Dose-sparing through vector modifications
One of the most consistent observations across numerous trials that tested for cellular immune responses in patients who received rAAV vectors either intravenously or intramuscularly was that AAV capsid-specific T cells were only recalled at high vector doses. Improving transduction rates through capsid modifications, levels of transgene product expression through enhanced transcription or superior biological activity of the transgene product, for example by using the gain-of-function FIX Padua mutant, 98 may all allow for reduction in rAAV vector dose to levels that escape immune detection. The Padua variant carries a single point mutation, R338L, that results in around a four- to eightfold higher specific activity compared with wild-type FIX, as measured in standard coagulation assays.

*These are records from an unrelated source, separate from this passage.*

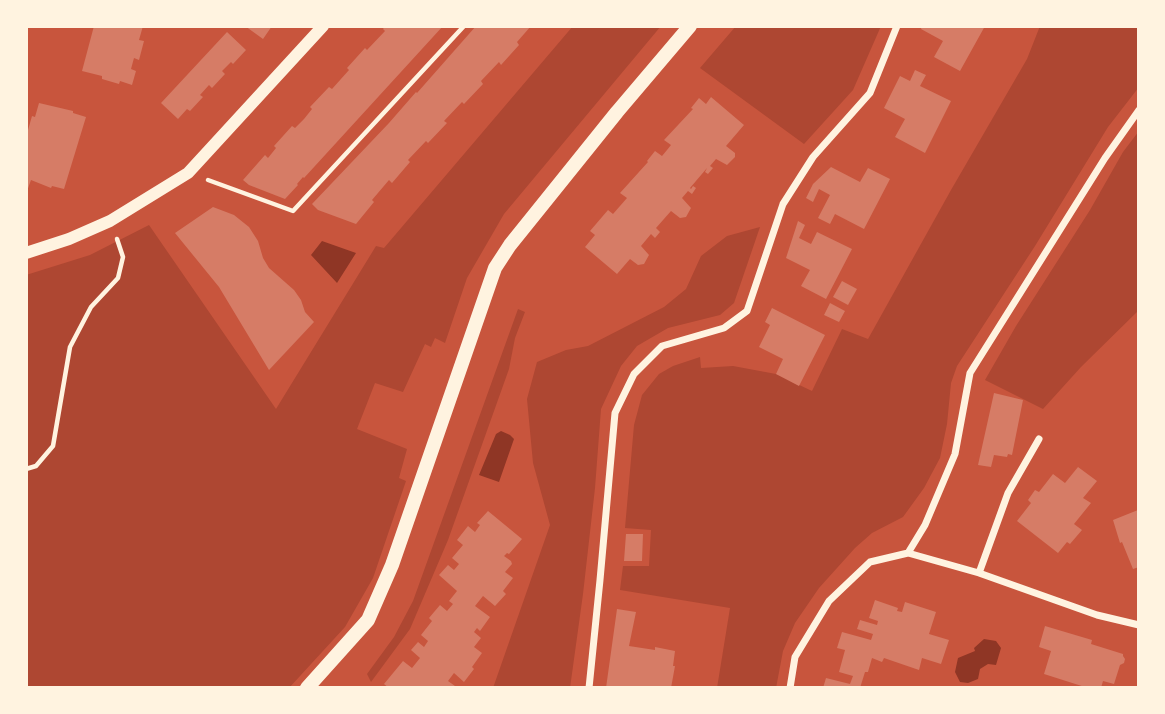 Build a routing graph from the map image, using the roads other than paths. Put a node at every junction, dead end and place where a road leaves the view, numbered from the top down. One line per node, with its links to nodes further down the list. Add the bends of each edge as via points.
1 (323, 26): 5 (street, via 188,173 110,221)
2 (690, 26): 10 (main road, via 495,268 392,565 368,620)
3 (897, 26): 11 (street, via 870,93 813,157 783,204 747,311 724,328 662,346 634,374 615,413)
4 (1139, 110): 7 (street, via 970,373 955,454)
5 (26, 253)
6 (1039, 439): 8 (street, via 1008,493)
7 (908, 553): 8 (street); 12 (street, via 870,562 829,601 795,657)
8 (979, 573): 9 (street)
9 (1139, 625)
10 (307, 688)
11 (589, 688)
12 (790, 688) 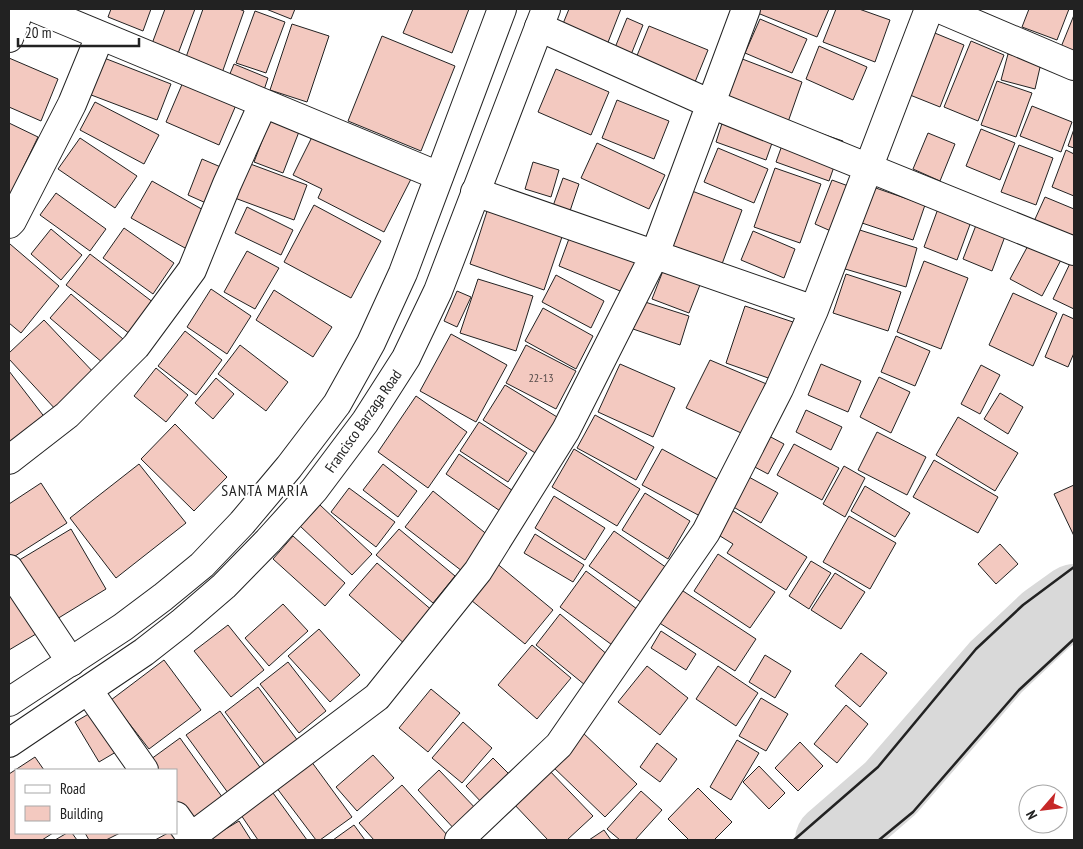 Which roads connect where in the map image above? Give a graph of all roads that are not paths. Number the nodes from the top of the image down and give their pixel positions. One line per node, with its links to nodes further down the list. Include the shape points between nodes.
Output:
1 (20, 9): 9 (street)
2 (36, 9): 8 (street)
3 (746, 9): 12 (street)
4 (929, 9): 13 (street)
5 (940, 9): 10 (street)
6 (498, 10): 14 (street)
7 (542, 18): 12 (street); 15 (street, Francisco Barzaga Road)
8 (100, 36): 11 (street); 16 (street, via 72,104)
9 (9, 38)
10 (1074, 66)
11 (263, 104): 14 (street); 20 (street, via 192,270 136,346 67,415)
12 (711, 104): 13 (street); 18 (street)
13 (868, 168): 17 (street); 19 (street)
14 (439, 176): 22 (street, via 403,273 337,404 289,467 202,565 124,627)
15 (475, 192): 18 (street); 23 (street, Francisco Barzaga Road, via 438,291 406,358 366,422 314,490 224,586 144,652)
16 (9, 224)
17 (1074, 251)
18 (655, 254): 19 (street); 27 (street, via 566,430 478,571 377,697)
19 (814, 310): 28 (street, via 779,389 706,532 559,745)
20 (9, 460)
21 (9, 569): 22 (street)
22 (71, 662): 24 (street)
23 (88, 690): 25 (street, Francisco Barzaga Road); 26 (street)
24 (9, 702)
25 (9, 744)
26 (143, 769)
27 (187, 831)
28 (459, 840)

In a hemophilia B trial that used a bioengineered hepatotropic capsid expressing FIX-Padua, nine hemophilia B subjects infused at a dose of 5 × 1011 vg/kg all developed therapeutic FIX levels ranging from 25% to 35% of normal. Two required immunosuppression with a tapering course of steroids following development of rising transaminases and falling FIX levels. Larger numbers of subjects must be studied to determine whether lower doses consistently result in a lower frequency of immune responses. 16
Clinical trials have used rAAV vectors produced by a baculovirus expression system in Sf9 cells. 99 rAAV particles from insect cells compared with those from mammalian cells have lower levels of VP1, 100 the capsid protein that is essential to allow AAV's escape from endosomes. 101 Baculovirus-derived rAAVs thus have to be used at higher doses to achieve the transduction rates of rAAVs from mammalian cells, which may increase their immunogenicity. Improved production procedures developed for baculovirus-derived rAAV5 may address this potential problem. 102
Summary
rAAV-mediated gene transfer has made tremendous progress in recent years and has by now generated long-lasting FIX expression in several individuals with hemophilia B. T-cell responses to AAV capsid still present a challenge, although there is ample experimental evidence that they can be circumvented. Immunosuppression is one way, but not only does it have side effects, but its ability to prevent loss of transgene product expression reliably has been capricious. Better and more reliable drug regimens have to be developed, and screening procedures to allow for their timely use have to be improved. The use of vectors such as rAAV5 to which humans lack pre-existing immunity is an option, but its usefulness for specific applications will be dictated by its tropism. Furthermore, it should be pointed out that although AAV5 is highly divergent from most other AAV serotypes that have been used as vectors, there is still substantial homology. Considering the diversity of HLA class I molecules, it is thus likely that a subset of humans will encounter T-cell epitopes on the AAV5 capsid that cross-react with those of more common AAV strains. Improving transduction rates and the biological activity of the therapeutic transgene product is currently the most elegant option, as it allows for the use of rAAV doses that are below the threshold needed to reactivate T-cell responses.
Footnotes
Author Disclosure
H.C.J.E. is the recipient of sponsored research contracts from Pfizer and Spark. K.A.H. is an employee of and holds equity in Spark Therapeutics.